Work to be completed. Return each line of the records below that contains the word "this".

Records for processing.
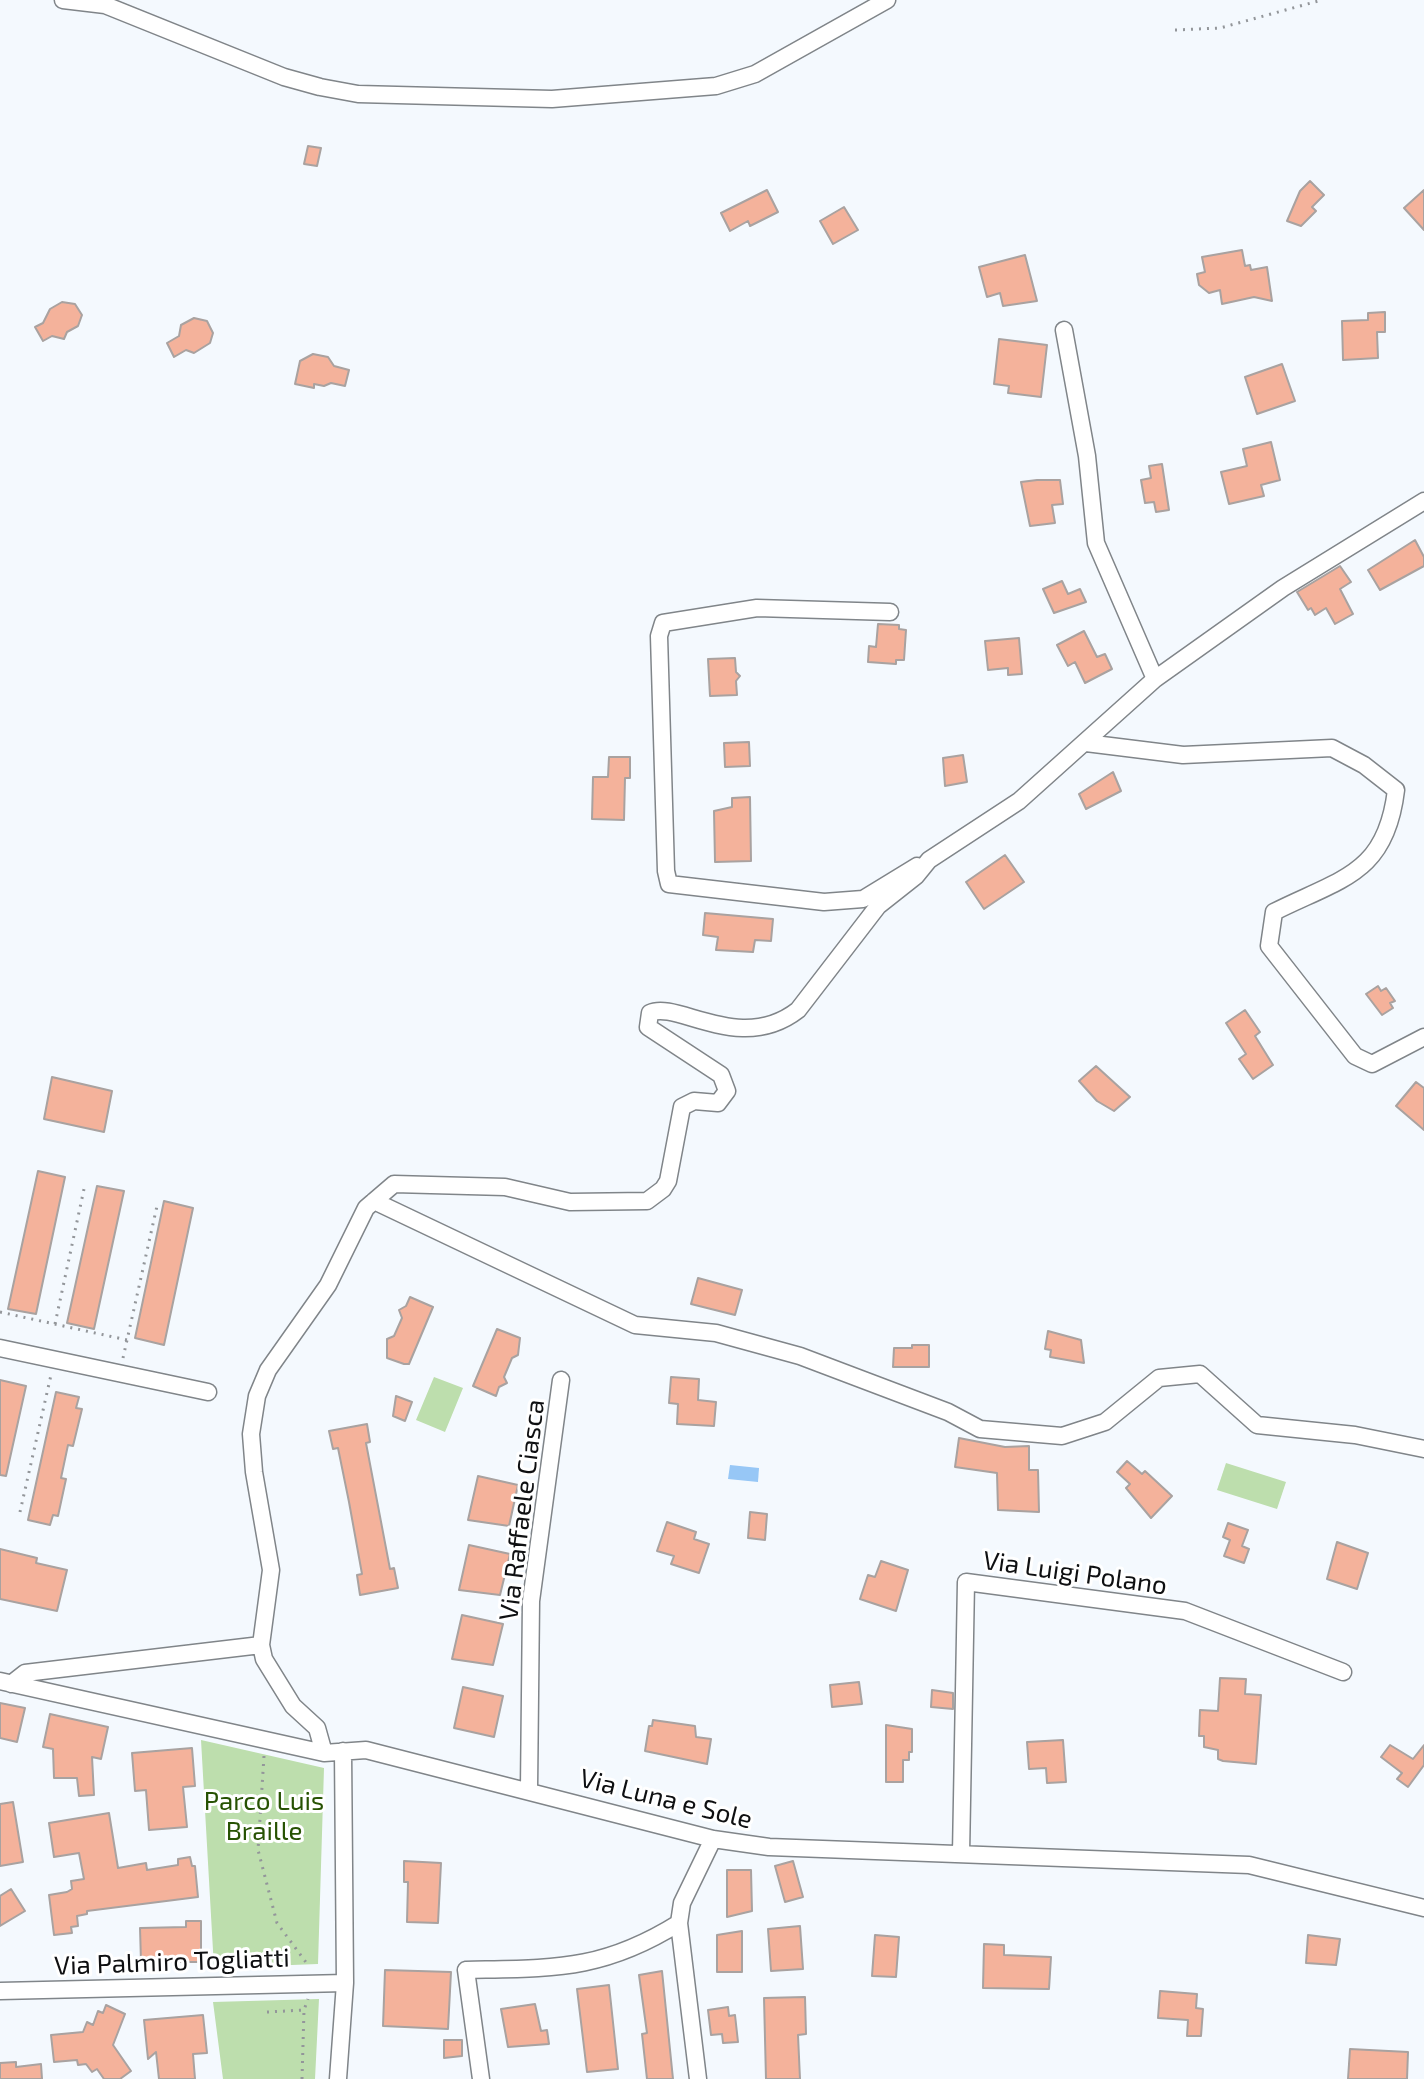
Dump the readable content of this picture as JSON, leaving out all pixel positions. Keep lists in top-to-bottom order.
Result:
* * *
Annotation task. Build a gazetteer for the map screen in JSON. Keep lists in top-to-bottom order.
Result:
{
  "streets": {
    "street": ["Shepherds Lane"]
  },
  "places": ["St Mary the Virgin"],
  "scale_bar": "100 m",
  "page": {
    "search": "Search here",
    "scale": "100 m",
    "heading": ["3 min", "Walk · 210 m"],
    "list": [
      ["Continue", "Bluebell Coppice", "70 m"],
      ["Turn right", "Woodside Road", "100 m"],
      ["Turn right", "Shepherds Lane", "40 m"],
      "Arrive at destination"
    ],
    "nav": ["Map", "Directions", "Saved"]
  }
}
--
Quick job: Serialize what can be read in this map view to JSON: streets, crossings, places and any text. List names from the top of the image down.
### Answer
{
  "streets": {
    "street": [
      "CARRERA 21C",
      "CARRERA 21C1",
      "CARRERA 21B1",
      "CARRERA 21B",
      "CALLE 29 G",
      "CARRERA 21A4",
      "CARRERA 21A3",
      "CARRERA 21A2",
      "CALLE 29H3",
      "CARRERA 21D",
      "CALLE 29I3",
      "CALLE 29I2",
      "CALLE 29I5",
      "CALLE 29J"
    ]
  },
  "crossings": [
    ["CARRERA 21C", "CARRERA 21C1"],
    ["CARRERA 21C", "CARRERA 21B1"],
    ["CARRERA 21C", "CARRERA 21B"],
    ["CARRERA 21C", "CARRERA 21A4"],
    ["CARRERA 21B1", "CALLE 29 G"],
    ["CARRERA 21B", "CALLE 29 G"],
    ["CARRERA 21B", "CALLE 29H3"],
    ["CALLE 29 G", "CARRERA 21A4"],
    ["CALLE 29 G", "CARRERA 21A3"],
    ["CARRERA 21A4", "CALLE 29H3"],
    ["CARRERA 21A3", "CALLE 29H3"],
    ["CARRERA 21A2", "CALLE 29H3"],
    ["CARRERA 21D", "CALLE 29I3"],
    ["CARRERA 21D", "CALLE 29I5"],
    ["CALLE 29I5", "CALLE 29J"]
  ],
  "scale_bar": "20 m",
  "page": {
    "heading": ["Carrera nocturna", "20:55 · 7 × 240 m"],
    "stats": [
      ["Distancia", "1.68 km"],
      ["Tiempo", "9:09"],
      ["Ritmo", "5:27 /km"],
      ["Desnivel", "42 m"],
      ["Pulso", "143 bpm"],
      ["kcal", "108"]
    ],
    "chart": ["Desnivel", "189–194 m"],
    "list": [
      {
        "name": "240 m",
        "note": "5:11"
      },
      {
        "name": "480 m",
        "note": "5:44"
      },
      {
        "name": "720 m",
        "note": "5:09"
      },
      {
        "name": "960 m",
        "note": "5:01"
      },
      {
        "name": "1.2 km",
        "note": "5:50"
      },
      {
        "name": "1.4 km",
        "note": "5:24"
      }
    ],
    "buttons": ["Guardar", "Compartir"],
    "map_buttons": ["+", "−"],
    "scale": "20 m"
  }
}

Exercise response.
Dump the readable content of this picture as JSON, leaving out all pixel positions. Keep lists in top-to-bottom order.
Quick job: Serialize what can be read in this map view to JSON: streets, crossings, places and any text. List names from the top of the image down.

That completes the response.